%%
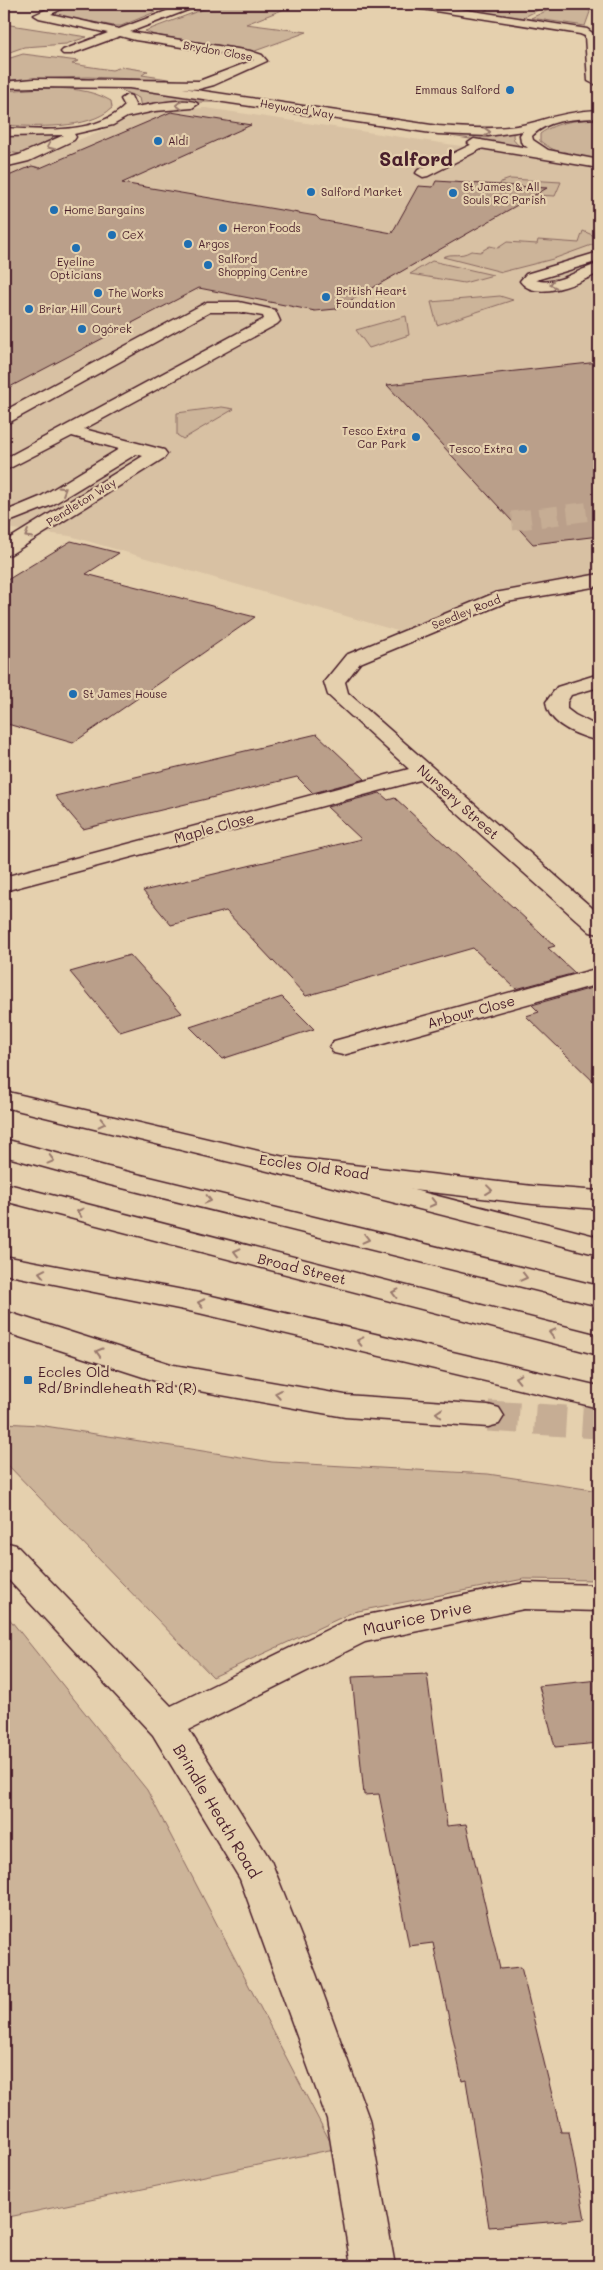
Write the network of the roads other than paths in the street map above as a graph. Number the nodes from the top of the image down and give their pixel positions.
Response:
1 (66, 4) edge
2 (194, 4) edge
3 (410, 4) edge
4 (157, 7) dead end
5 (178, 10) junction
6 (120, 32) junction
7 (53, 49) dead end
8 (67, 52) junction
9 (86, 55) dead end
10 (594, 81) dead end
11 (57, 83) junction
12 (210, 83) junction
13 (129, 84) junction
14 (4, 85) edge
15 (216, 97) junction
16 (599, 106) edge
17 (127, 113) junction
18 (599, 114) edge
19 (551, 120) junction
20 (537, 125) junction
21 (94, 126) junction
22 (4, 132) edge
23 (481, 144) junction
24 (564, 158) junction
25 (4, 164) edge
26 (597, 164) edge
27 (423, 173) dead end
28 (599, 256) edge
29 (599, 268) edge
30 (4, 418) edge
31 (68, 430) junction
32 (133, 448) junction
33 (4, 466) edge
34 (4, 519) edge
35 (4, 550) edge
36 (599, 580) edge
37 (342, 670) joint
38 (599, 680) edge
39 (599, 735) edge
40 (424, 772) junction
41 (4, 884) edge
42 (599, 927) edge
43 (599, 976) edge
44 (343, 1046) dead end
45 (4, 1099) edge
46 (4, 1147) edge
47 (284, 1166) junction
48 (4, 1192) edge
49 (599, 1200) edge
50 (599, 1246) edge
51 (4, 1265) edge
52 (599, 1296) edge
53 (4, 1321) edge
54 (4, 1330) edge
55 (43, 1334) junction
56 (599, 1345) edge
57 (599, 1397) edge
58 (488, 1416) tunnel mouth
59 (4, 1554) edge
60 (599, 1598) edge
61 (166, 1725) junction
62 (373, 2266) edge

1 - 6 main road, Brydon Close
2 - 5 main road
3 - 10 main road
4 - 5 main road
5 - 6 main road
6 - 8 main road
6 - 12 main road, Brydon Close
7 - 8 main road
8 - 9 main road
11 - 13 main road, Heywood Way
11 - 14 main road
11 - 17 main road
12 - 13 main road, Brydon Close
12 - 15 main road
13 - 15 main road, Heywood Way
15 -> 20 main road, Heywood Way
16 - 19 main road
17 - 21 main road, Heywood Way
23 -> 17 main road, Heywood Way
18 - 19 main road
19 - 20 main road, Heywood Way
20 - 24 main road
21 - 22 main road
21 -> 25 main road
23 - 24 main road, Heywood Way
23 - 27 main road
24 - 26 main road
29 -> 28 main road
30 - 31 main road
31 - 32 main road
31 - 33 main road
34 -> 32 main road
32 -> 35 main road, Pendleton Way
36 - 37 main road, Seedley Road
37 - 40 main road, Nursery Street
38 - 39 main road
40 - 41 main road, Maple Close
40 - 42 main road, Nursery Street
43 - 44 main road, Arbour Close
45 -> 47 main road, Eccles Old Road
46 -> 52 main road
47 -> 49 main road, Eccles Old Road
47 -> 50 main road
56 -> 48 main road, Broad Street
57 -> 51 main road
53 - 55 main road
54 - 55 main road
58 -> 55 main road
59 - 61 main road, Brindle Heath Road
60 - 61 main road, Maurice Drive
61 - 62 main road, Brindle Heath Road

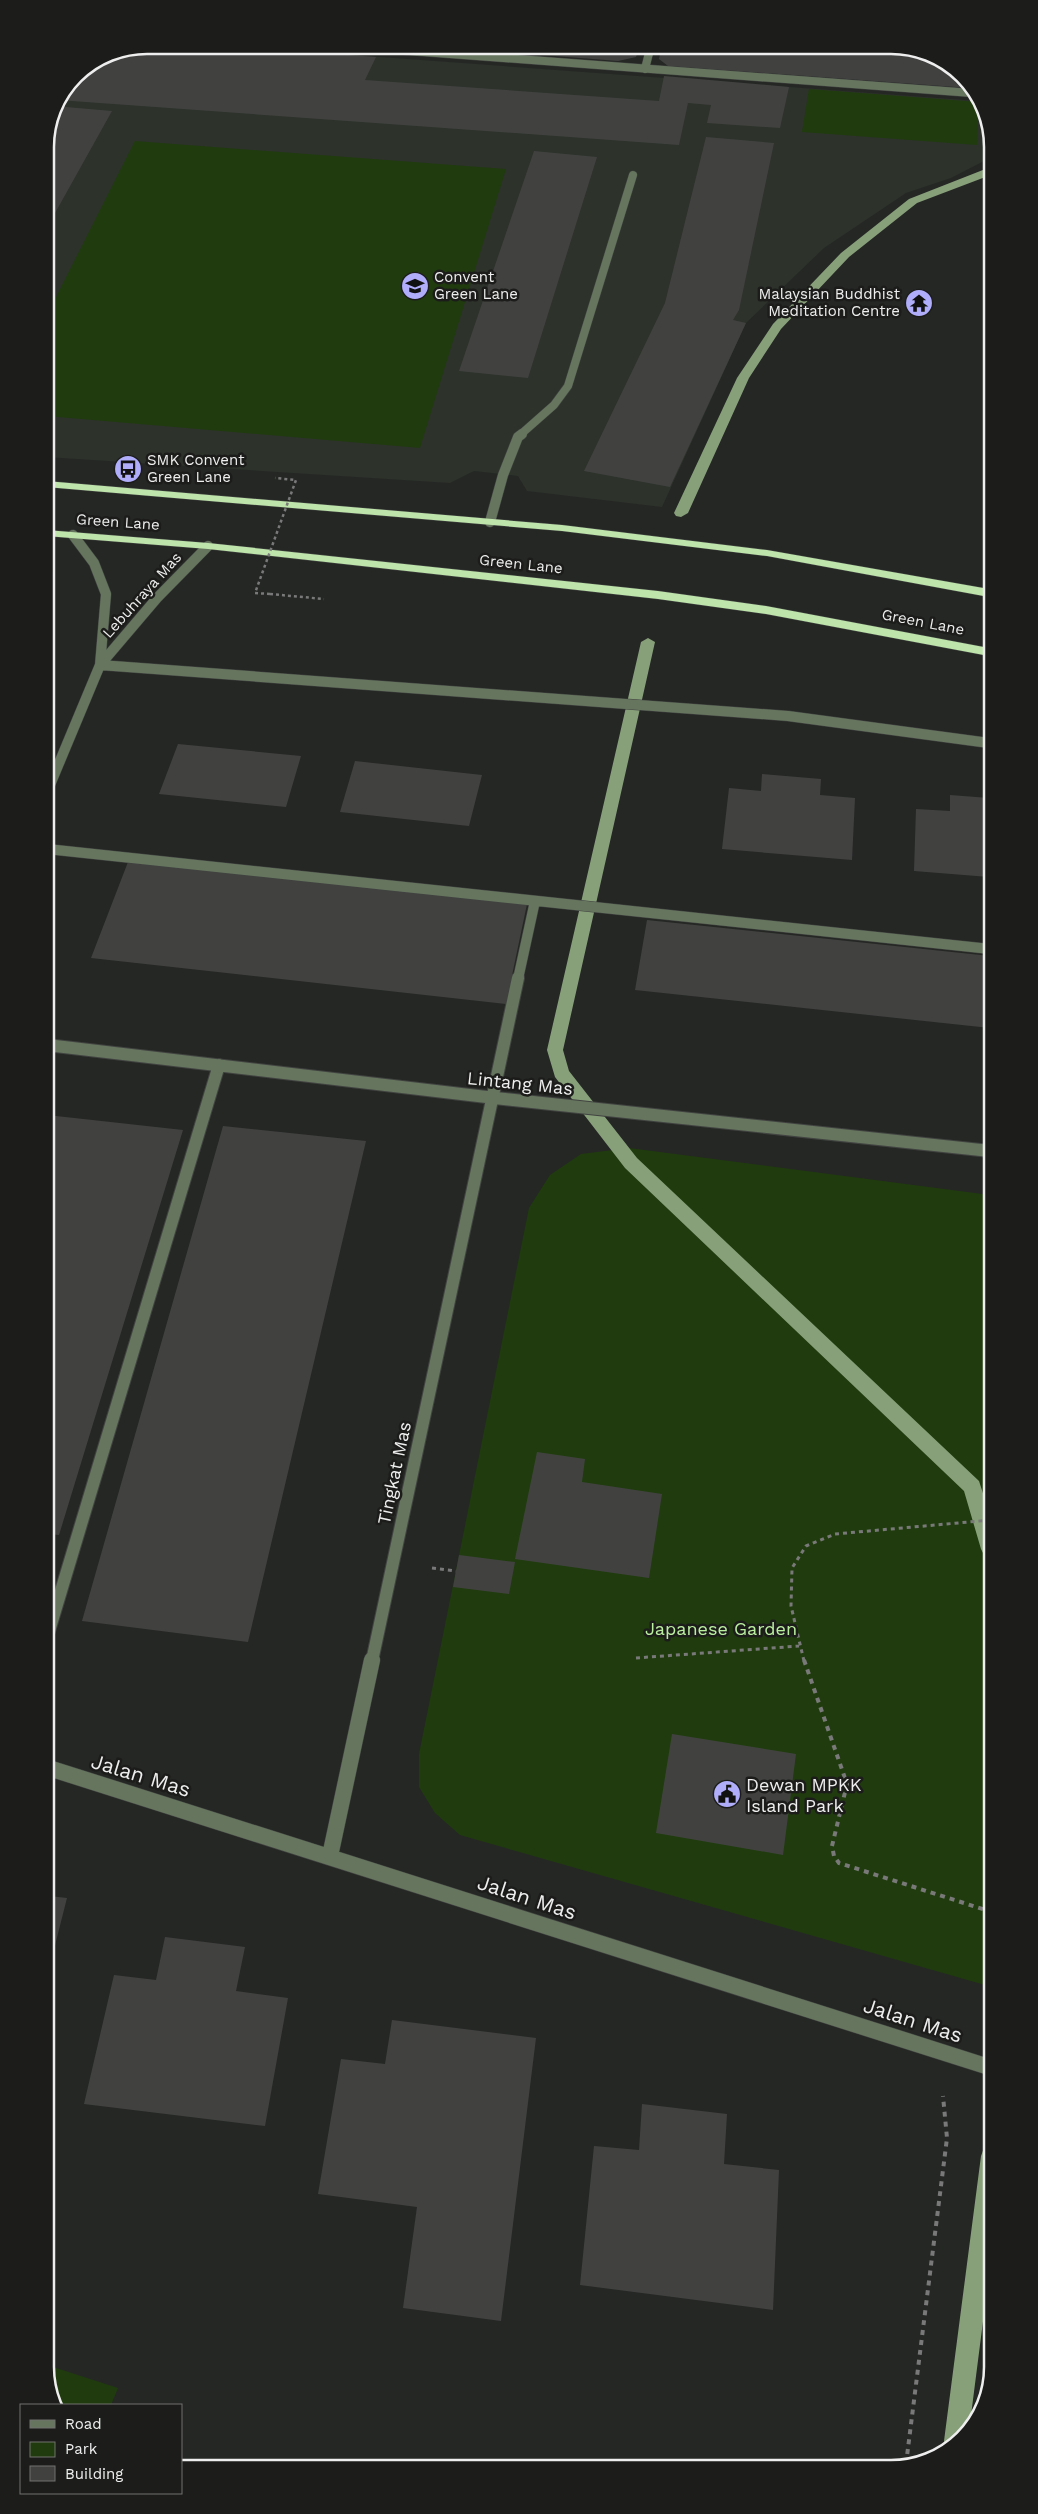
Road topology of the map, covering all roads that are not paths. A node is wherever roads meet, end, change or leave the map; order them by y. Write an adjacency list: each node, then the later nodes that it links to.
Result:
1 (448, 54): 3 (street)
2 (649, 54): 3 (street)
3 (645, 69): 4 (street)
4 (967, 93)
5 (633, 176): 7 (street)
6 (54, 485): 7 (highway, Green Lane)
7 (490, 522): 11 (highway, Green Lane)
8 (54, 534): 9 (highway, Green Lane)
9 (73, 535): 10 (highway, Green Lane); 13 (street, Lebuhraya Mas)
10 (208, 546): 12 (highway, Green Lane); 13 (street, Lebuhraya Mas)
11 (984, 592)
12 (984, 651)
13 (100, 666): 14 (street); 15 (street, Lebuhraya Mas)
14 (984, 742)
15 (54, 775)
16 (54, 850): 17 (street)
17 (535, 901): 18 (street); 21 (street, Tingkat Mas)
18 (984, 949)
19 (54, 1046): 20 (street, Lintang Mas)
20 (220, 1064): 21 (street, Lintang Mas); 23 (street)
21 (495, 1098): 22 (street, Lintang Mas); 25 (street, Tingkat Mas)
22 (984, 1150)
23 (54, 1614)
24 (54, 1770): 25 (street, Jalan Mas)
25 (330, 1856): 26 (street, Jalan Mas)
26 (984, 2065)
%%
## EXERCISE BRIEF
Leaving the pictures behind, return every line above exactly.

## ANSWER SPACE
Write the network of the roads other than paths in the street map above as a graph. Number the nodes from the top of the image down and give their pixel positions.
Response:
1 (66, 4) edge
2 (194, 4) edge
3 (410, 4) edge
4 (157, 7) dead end
5 (178, 10) junction
6 (120, 32) junction
7 (53, 49) dead end
8 (67, 52) junction
9 (86, 55) dead end
10 (594, 81) dead end
11 (57, 83) junction
12 (210, 83) junction
13 (129, 84) junction
14 (4, 85) edge
15 (216, 97) junction
16 (599, 106) edge
17 (127, 113) junction
18 (599, 114) edge
19 (551, 120) junction
20 (537, 125) junction
21 (94, 126) junction
22 (4, 132) edge
23 (481, 144) junction
24 (564, 158) junction
25 (4, 164) edge
26 (597, 164) edge
27 (423, 173) dead end
28 (599, 256) edge
29 (599, 268) edge
30 (4, 418) edge
31 (68, 430) junction
32 (133, 448) junction
33 (4, 466) edge
34 (4, 519) edge
35 (4, 550) edge
36 (599, 580) edge
37 (342, 670) joint
38 (599, 680) edge
39 (599, 735) edge
40 (424, 772) junction
41 (4, 884) edge
42 (599, 927) edge
43 (599, 976) edge
44 (343, 1046) dead end
45 (4, 1099) edge
46 (4, 1147) edge
47 (284, 1166) junction
48 (4, 1192) edge
49 (599, 1200) edge
50 (599, 1246) edge
51 (4, 1265) edge
52 (599, 1296) edge
53 (4, 1321) edge
54 (4, 1330) edge
55 (43, 1334) junction
56 (599, 1345) edge
57 (599, 1397) edge
58 (488, 1416) tunnel mouth
59 (4, 1554) edge
60 (599, 1598) edge
61 (166, 1725) junction
62 (373, 2266) edge

1 - 6 main road, Brydon Close
2 - 5 main road
3 - 10 main road
4 - 5 main road
5 - 6 main road
6 - 8 main road
6 - 12 main road, Brydon Close
7 - 8 main road
8 - 9 main road
11 - 13 main road, Heywood Way
11 - 14 main road
11 - 17 main road
12 - 13 main road, Brydon Close
12 - 15 main road
13 - 15 main road, Heywood Way
15 -> 20 main road, Heywood Way
16 - 19 main road
17 - 21 main road, Heywood Way
23 -> 17 main road, Heywood Way
18 - 19 main road
19 - 20 main road, Heywood Way
20 - 24 main road
21 - 22 main road
21 -> 25 main road
23 - 24 main road, Heywood Way
23 - 27 main road
24 - 26 main road
29 -> 28 main road
30 - 31 main road
31 - 32 main road
31 - 33 main road
34 -> 32 main road
32 -> 35 main road, Pendleton Way
36 - 37 main road, Seedley Road
37 - 40 main road, Nursery Street
38 - 39 main road
40 - 41 main road, Maple Close
40 - 42 main road, Nursery Street
43 - 44 main road, Arbour Close
45 -> 47 main road, Eccles Old Road
46 -> 52 main road
47 -> 49 main road, Eccles Old Road
47 -> 50 main road
56 -> 48 main road, Broad Street
57 -> 51 main road
53 - 55 main road
54 - 55 main road
58 -> 55 main road
59 - 61 main road, Brindle Heath Road
60 - 61 main road, Maurice Drive
61 - 62 main road, Brindle Heath Road

Road topology of the map, covering all roads that are not paths. A node is wherever roads meet, end, change or leave the map; order them by y. Write an adjacency list: each node, then the later nodes that it links to.
Result:
1 (448, 54): 3 (street)
2 (649, 54): 3 (street)
3 (645, 69): 4 (street)
4 (967, 93)
5 (633, 176): 7 (street)
6 (54, 485): 7 (highway, Green Lane)
7 (490, 522): 11 (highway, Green Lane)
8 (54, 534): 9 (highway, Green Lane)
9 (73, 535): 10 (highway, Green Lane); 13 (street, Lebuhraya Mas)
10 (208, 546): 12 (highway, Green Lane); 13 (street, Lebuhraya Mas)
11 (984, 592)
12 (984, 651)
13 (100, 666): 14 (street); 15 (street, Lebuhraya Mas)
14 (984, 742)
15 (54, 775)
16 (54, 850): 17 (street)
17 (535, 901): 18 (street); 21 (street, Tingkat Mas)
18 (984, 949)
19 (54, 1046): 20 (street, Lintang Mas)
20 (220, 1064): 21 (street, Lintang Mas); 23 (street)
21 (495, 1098): 22 (street, Lintang Mas); 25 (street, Tingkat Mas)
22 (984, 1150)
23 (54, 1614)
24 (54, 1770): 25 (street, Jalan Mas)
25 (330, 1856): 26 (street, Jalan Mas)
26 (984, 2065)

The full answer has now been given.